Data shown Block Start

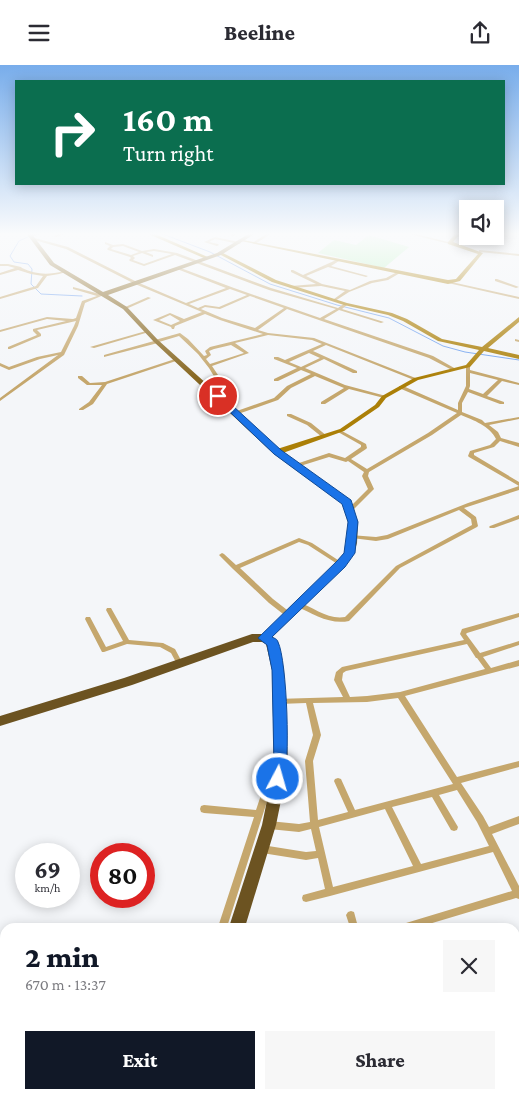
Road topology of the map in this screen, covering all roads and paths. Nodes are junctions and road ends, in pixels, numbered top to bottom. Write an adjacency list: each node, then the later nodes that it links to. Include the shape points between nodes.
1 (39, 281): 24 (street, via 33,288)
2 (80, 281): 21 (main road)
3 (133, 281): 14 (street)
4 (141, 281): 14 (main road)
5 (212, 281): 19 (street)
6 (249, 281): 30 (street)
7 (275, 281): 16 (street)
8 (314, 281): 15 (street)
9 (380, 281): 20 (street)
10 (444, 281): 13 (street)
11 (452, 281): 13 (street)
12 (500, 281): 17 (street)
13 (448, 282): 23 (street)
14 (136, 283): 21 (main road); 28 (street)
15 (321, 285): 16 (street); 20 (street)
16 (291, 287): 27 (street)
17 (518, 287): 23 (street)
18 (74, 288): 21 (street)
19 (229, 288): 22 (street); 28 (street)
20 (348, 291): 27 (street)
21 (102, 294): 31 (main road); 35 (street, via 83,302)
22 (250, 295): 29 (street); 32 (street, via 220,308 205,306)
23 (506, 295): 26 (street)
24 (0, 298)
25 (149, 298): 31 (street)
26 (519, 298)
27 (335, 300): 30 (street)
28 (186, 304): 32 (street)
29 (287, 307): 34 (street); 40 (street)
30 (343, 307): 34 (street); 38 (street); 52 (street, via 405,320 440,340)
31 (125, 308): 42 (main road)
32 (198, 309): 33 (street)
33 (206, 312): 37 (street); 40 (street)
34 (321, 319): 64 (street, via 431,357)
35 (75, 320): 41 (street, via 48,318); 49 (street, via 34,331 40,335); 51 (street, via 76,326)
36 (518, 320): 52 (street)
37 (184, 321): 39 (street); 39 (street, via 168,314 155,320)
38 (382, 322)
39 (172, 326): 43 (street)
40 (255, 330): 44 (street)
41 (0, 331)
42 (147, 332): 45 (main road); 48 (street)
43 (180, 334): 45 (street); 57 (street)
44 (268, 334): 46 (street); 47 (street, via 308,338)
45 (156, 341): 53 (street); 58 (main road)
46 (231, 343): 57 (street, via 208,350 209,355); 61 (street, via 247,353)
47 (324, 344): 50 (street); 68 (street)
48 (92, 347)
49 (10, 348)
50 (309, 351): 56 (street); 59 (street)
51 (61, 353): 60 (street, via 9,369); 79 (street)
52 (478, 355): 55 (street); 62 (street)
53 (106, 356)
54 (276, 357): 59 (street)
55 (519, 357)
56 (323, 358): 63 (street); 65 (street)
57 (203, 359): 61 (street)
58 (177, 360): 71 (street); 76 (main road)
59 (285, 362): 63 (street)
60 (0, 364)
61 (209, 367): 76 (street, via 223,389)
62 (468, 368): 64 (street); 69 (street); 75 (street)
63 (300, 369): 66 (street); 70 (street)
64 (454, 369): 68 (street)
65 (355, 373)
66 (315, 374): 73 (street); 83 (street, via 289,387 276,399)
67 (80, 377): 71 (street, via 89,383)
68 (416, 379): 74 (street)
69 (501, 379): 72 (street); 77 (street)
70 (276, 380)
71 (104, 383): 82 (street, via 91,403)
72 (519, 385)
73 (349, 387): 78 (street); 80 (street)
74 (401, 387): 78 (street); 84 (street)
75 (467, 390): 77 (street); 84 (street, via 460,403)
76 (218, 396): 83 (main road)
77 (484, 396): 81 (street)
78 (384, 397): 88 (street)
79 (0, 400)
80 (324, 403)
81 (502, 403)
82 (82, 409)
83 (236, 413): 92 (main road)
84 (460, 413): 87 (street); 95 (street, via 430,435)
85 (288, 415): 89 (street, via 309,424)
86 (518, 419): 87 (street)
87 (486, 424): 90 (street)
88 (340, 431): 89 (street); 93 (street, via 365,446)
89 (324, 436): 92 (street)
90 (499, 439): 91 (street); 96 (street, via 492,446 470,454)
91 (519, 445)
92 (277, 452): 94 (main road)
93 (348, 459): 94 (street, via 321,456); 95 (street)
94 (295, 466): 99 (main road, via 347,503)
95 (367, 471): 99 (street, via 365,475 371,489)
96 (517, 487): 97 (street); 98 (street)
97 (519, 495)
98 (460, 508): 102 (street, via 388,537); 106 (street, via 474,518 475,526 398,567 347,619 336,620)
99 (349, 511): 102 (main road, via 353,522)
100 (519, 517): 101 (street)
101 (492, 527)
102 (352, 536): 104 (main road, via 349,553)
103 (222, 555): 105 (street)
104 (341, 564): 105 (street, via 310,543 299,540); 106 (main road)
105 (235, 568): 108 (street)
106 (298, 605): 108 (main road)
107 (109, 610): 112 (street)
108 (289, 615): 111 (main road)
109 (519, 615): 113 (street, via 467,629 463,634)
110 (88, 619): 112 (street, via 104,650)
111 (264, 638): 117 (highway, via 252,638); 121 (highway, via 272,642 276,652)
112 (127, 642): 117 (street, via 168,647)
113 (467, 642): 115 (street); 120 (street, via 344,669 338,680)
114 (519, 643): 115 (street)
115 (478, 656): 118 (street)
116 (519, 663): 118 (street)
117 (180, 664): 123 (highway)
118 (490, 671): 119 (street)
119 (400, 695): 120 (street); 127 (street)
120 (348, 700): 122 (street)
121 (279, 701): 122 (street); 125 (highway)
122 (309, 701): 135 (street, via 318,735 309,761)
123 (0, 721)
124 (519, 764): 127 (street)
125 (281, 765): 131 (street, via 266,789); 134 (highway)
126 (338, 781): 132 (street)
127 (457, 784): 128 (street); 137 (street)
128 (434, 793): 129 (street); 136 (street)
129 (387, 805): 132 (street); 141 (street)
130 (204, 809): 131 (street)
131 (259, 814): 146 (street)
132 (353, 814): 135 (street)
133 (519, 820): 137 (street)
134 (269, 825): 135 (street, via 298,828); 139 (highway)
135 (314, 825): 140 (street)
136 (454, 827)
137 (486, 832): 138 (street)
138 (495, 847): 141 (street); 143 (street)
139 (262, 849): 140 (street, via 306,856); 147 (highway)
140 (321, 854): 142 (street)
141 (419, 868): 142 (street)
142 (330, 892): 144 (street)
143 (519, 894): 149 (street)
144 (306, 898)
145 (351, 915): 148 (street)
146 (223, 923)
147 (238, 923)
148 (353, 923)
149 (420, 923)

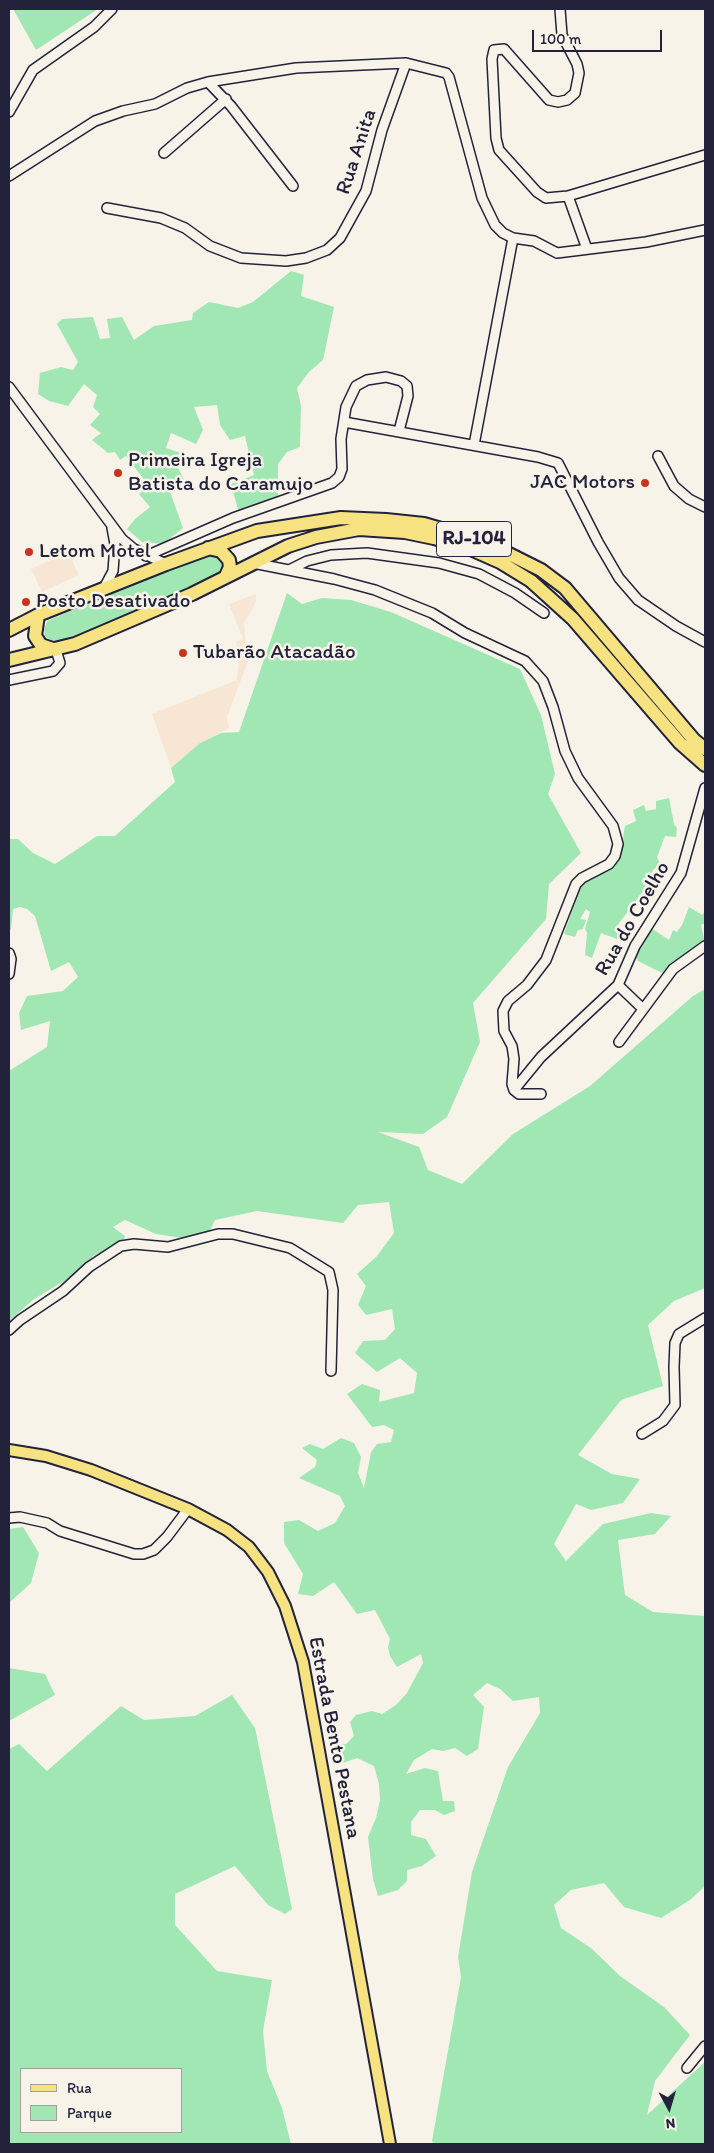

Data shown Block End

- Problem to solve -
Pick every line of the data that includes the string "highway".

- Exercise output -
111 (264, 638): 117 (highway, via 252,638); 121 (highway, via 272,642 276,652)
117 (180, 664): 123 (highway)
121 (279, 701): 122 (street); 125 (highway)
125 (281, 765): 131 (street, via 266,789); 134 (highway)
134 (269, 825): 135 (street, via 298,828); 139 (highway)
139 (262, 849): 140 (street, via 306,856); 147 (highway)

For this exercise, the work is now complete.